A Smart Nanoparticle-Laden and Remote-Controlled Self-Destructive Macrophage for Enhanced Chemo/Chemodynamic Synergistic Therapy

Macrophages are known to penetrate tumor central hypoxic areas and hold great potential in cancer drug delivery. However, it remains a big challenge for current macrophage-based drug delivery systems (MDDSs) to prevent premature drug leakage and sufficiently release the therapeutics in tumor sites. Moreover, these MDDSs would encounter drug resistance and a hypoxic microenvironment in solid tumors, which further compromised their therapeutic efficacy. Herein, by internalizing a smart nanoparticle (doxorubicin (DOX)-loaded mesoporous carbon nanosphere wrapped with MnO2 shell) into macrophages, a macrophage vehicle (MMDM) is developed for enhanced chemo/chemodynamic synergistic therapy.
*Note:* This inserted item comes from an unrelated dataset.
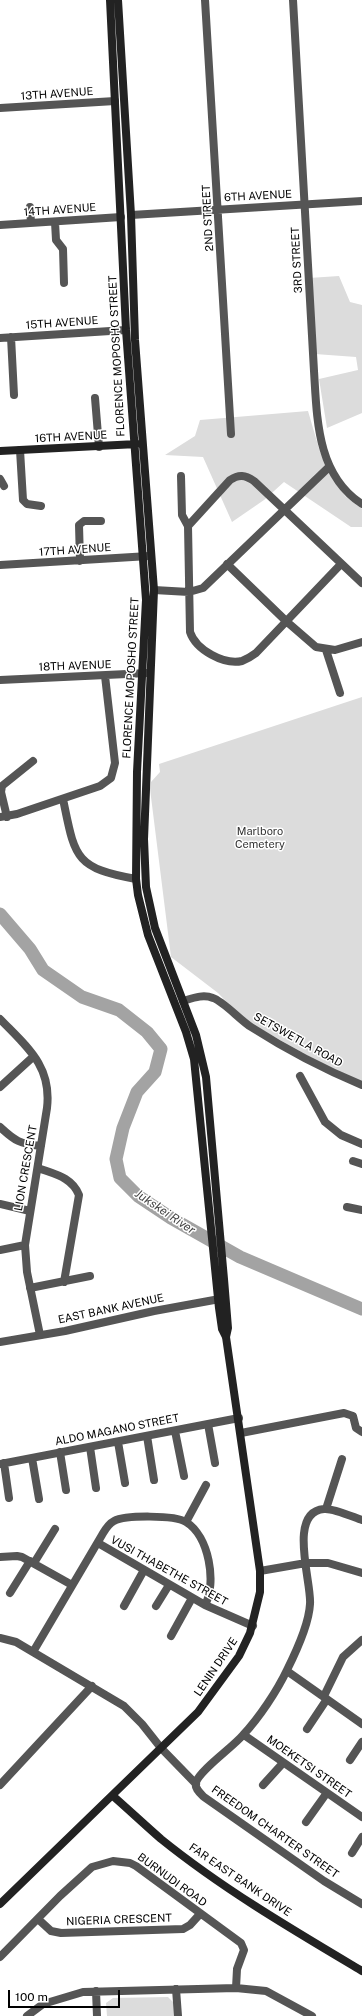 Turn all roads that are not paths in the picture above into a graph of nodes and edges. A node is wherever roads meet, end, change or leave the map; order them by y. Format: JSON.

The resulting MMDM could avoid premature drug leakage-induced cell dysfunction and maximally maintain cell viability. After accumulating in tumor tissues, the MMDM could be destroyed under a near-infrared laser to sufficiently release the nanoparticle out of the carrier macrophages. The released nanoparticle could then decompose H2O2 to generate O-2 in the tumor microenvironment to relieve tumor hypoxia. Meanwhile, the MnO2 shell of the nanoparticle is reduced to Mn2+ by intracellular glutathione, triggering the release of DOX and subsequently resulting in an enhanced Mn2+-mediated Fenton-like reaction. This study provides an intriguing strategy to macrophage-based delivery systems for enhanced chemo/chemodynamic synergistic therapy.